Milsom is an artist’s artist, with prodigious skills and an eye for a compelling subject. He has developed an idiosyncratic approach, painting in black, white and greys, often basing his pictures on images found in old books and magazines, creating a palpable sense of time and an uncertain nostalgic aura in his pictures.

His Moran-winning work is Uncle Paddy, a portrait of a friend of the artist’s late father and a one-time drinking companion of Milsom’s. The painting has the presence and power of Milsom’s best work and is, in my view, a deserving winner.

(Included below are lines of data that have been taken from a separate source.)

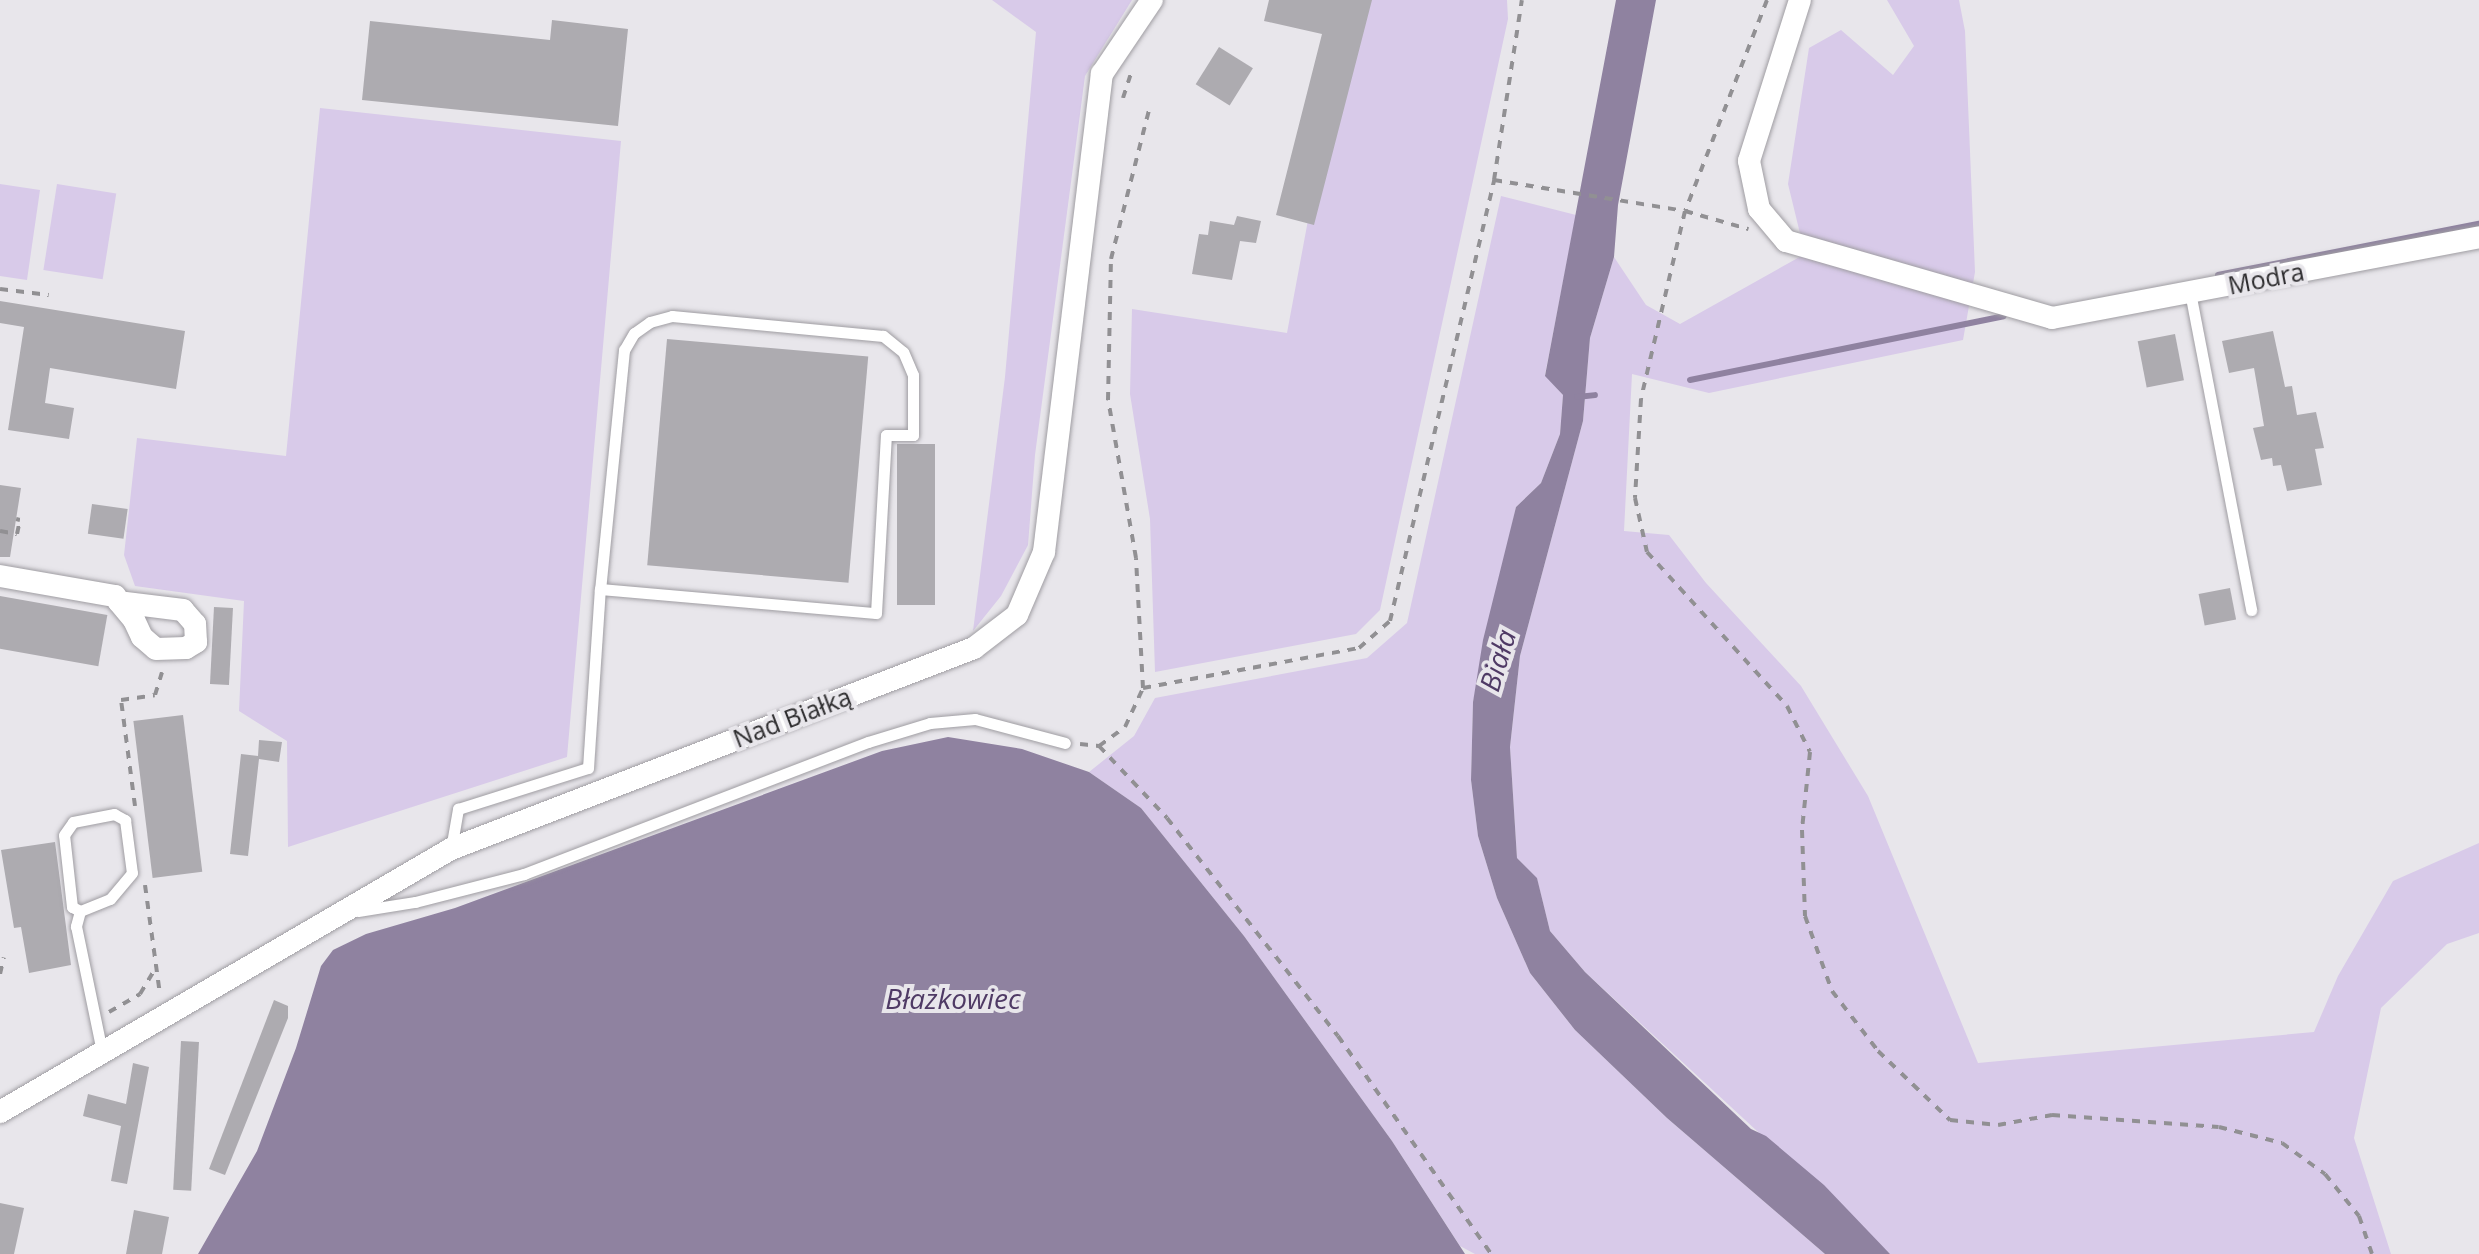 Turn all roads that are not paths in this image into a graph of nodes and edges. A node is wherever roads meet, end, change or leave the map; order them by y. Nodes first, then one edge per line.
1 (1152, 0) edge
2 (1800, 0) edge
3 (2479, 238) edge
4 (2190, 292) junction
5 (0, 576) edge
6 (600, 589) junction
7 (119, 602) dead end
8 (2251, 610) dead end
9 (1065, 743) road end
10 (451, 848) junction
11 (80, 911) junction
12 (340, 914) junction
13 (102, 1051) junction
14 (0, 1112) edge

1 - 10 street, Nad Białką
2 - 4 street, Modra
3 - 4 street, Modra
4 - 8 lane
5 - 7 street
6 - 6 lane
6 - 10 lane
9 - 12 lane
10 - 12 street, Nad Białką
11 - 11 lane
11 - 13 lane
12 - 13 street, Nad Białką
13 - 14 street, Nad Białką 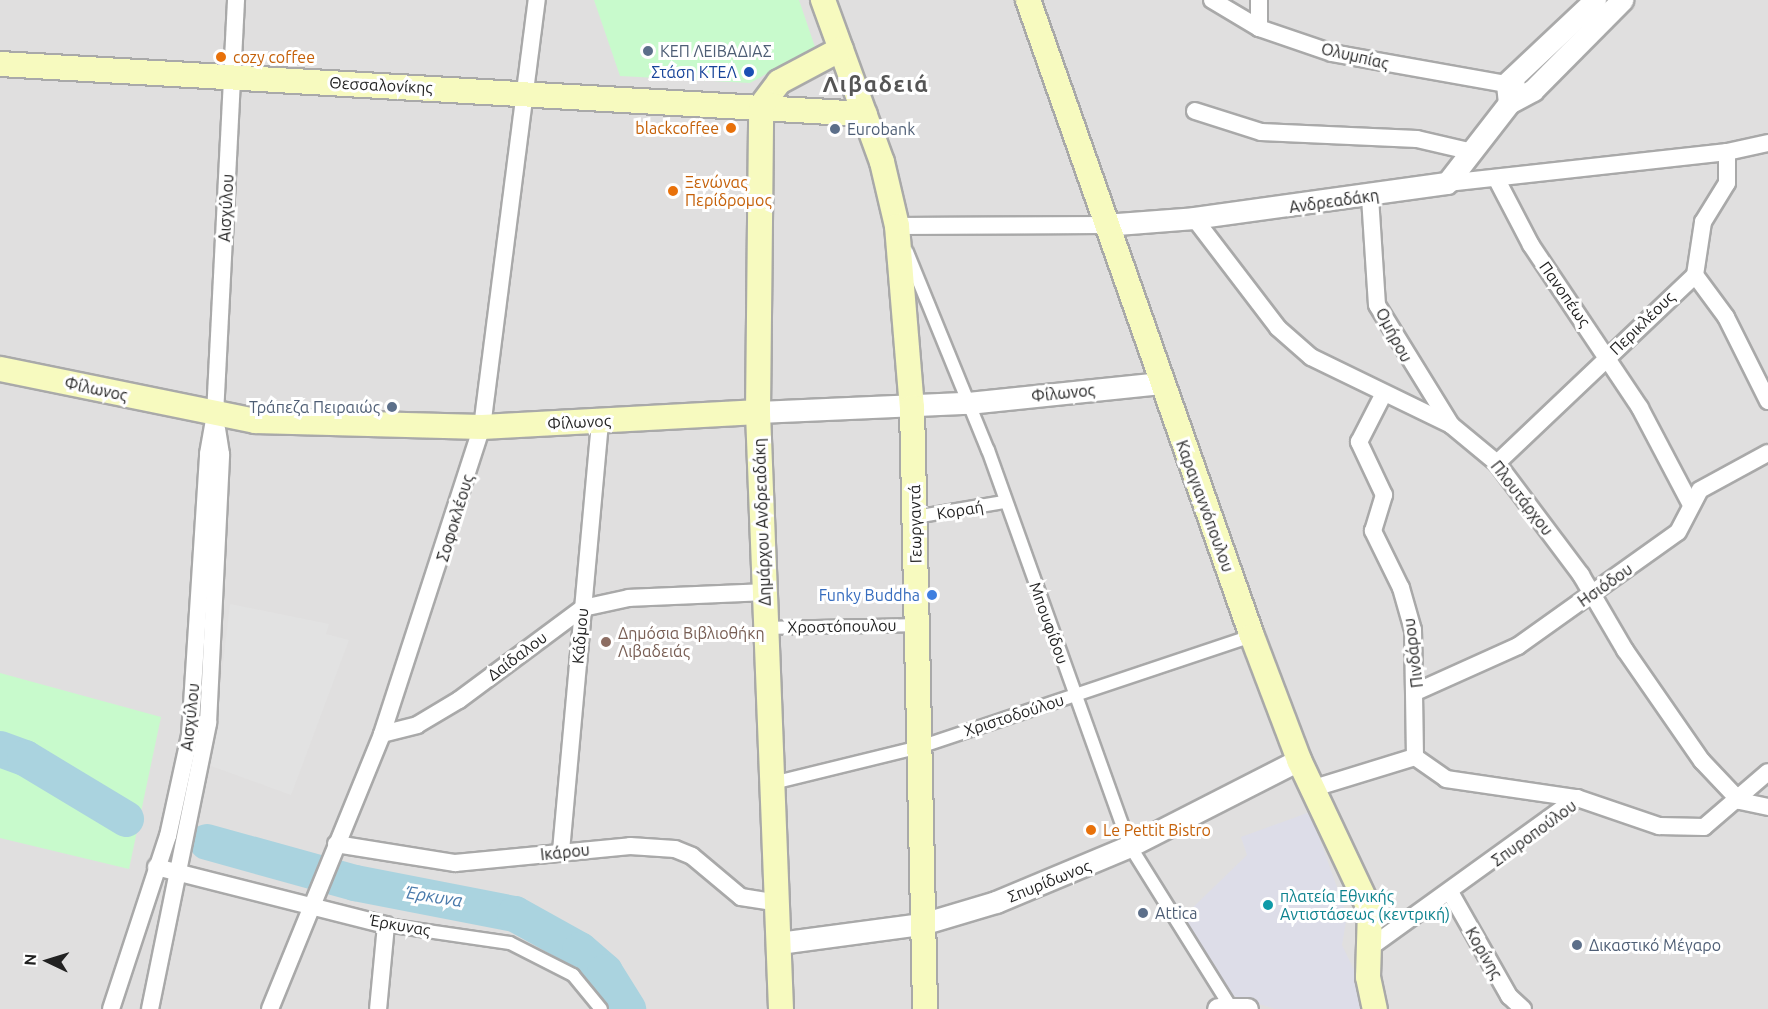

Since the announcement there has been among Milsom’s friends and peers a cautious celebration of the artist’s talent but also a sense of sadness that it comes at such a difficult time for him and his family.

I’m sure many feel the same conflict that I do – on the one hand feeling compassion for a friend who has taken the wrong path, and on the other distress that someone who had seemed so normal would commit such an act. As his family expressed their thanks at the announcement, they also hoped that this would mark the beginning of Milsom’s rehabilitation – a wish shared by all his friends.

Already there has been speculation on why the Moran judges, artist and former winner Ben Quilty and the highly respected curator Daniel Thomas, gave the prize to Milsom. Quilty, a trustee at the AGNSW and former Archibald winner, said his mission as a roving judge and trustee this year would be to shake things up. Some have speculated that the Moran decision was a publicity ploy, but the prize organisation and the Moran family themselves have been careful to downplay the win.

In the small world of Australian art, I also happen to know Quilty. If I can guess his reasons for choosing Milsom’s painting, no doubt in collaboration with Thomas, it would be simply because they think it’s a fantastic painting. And it is.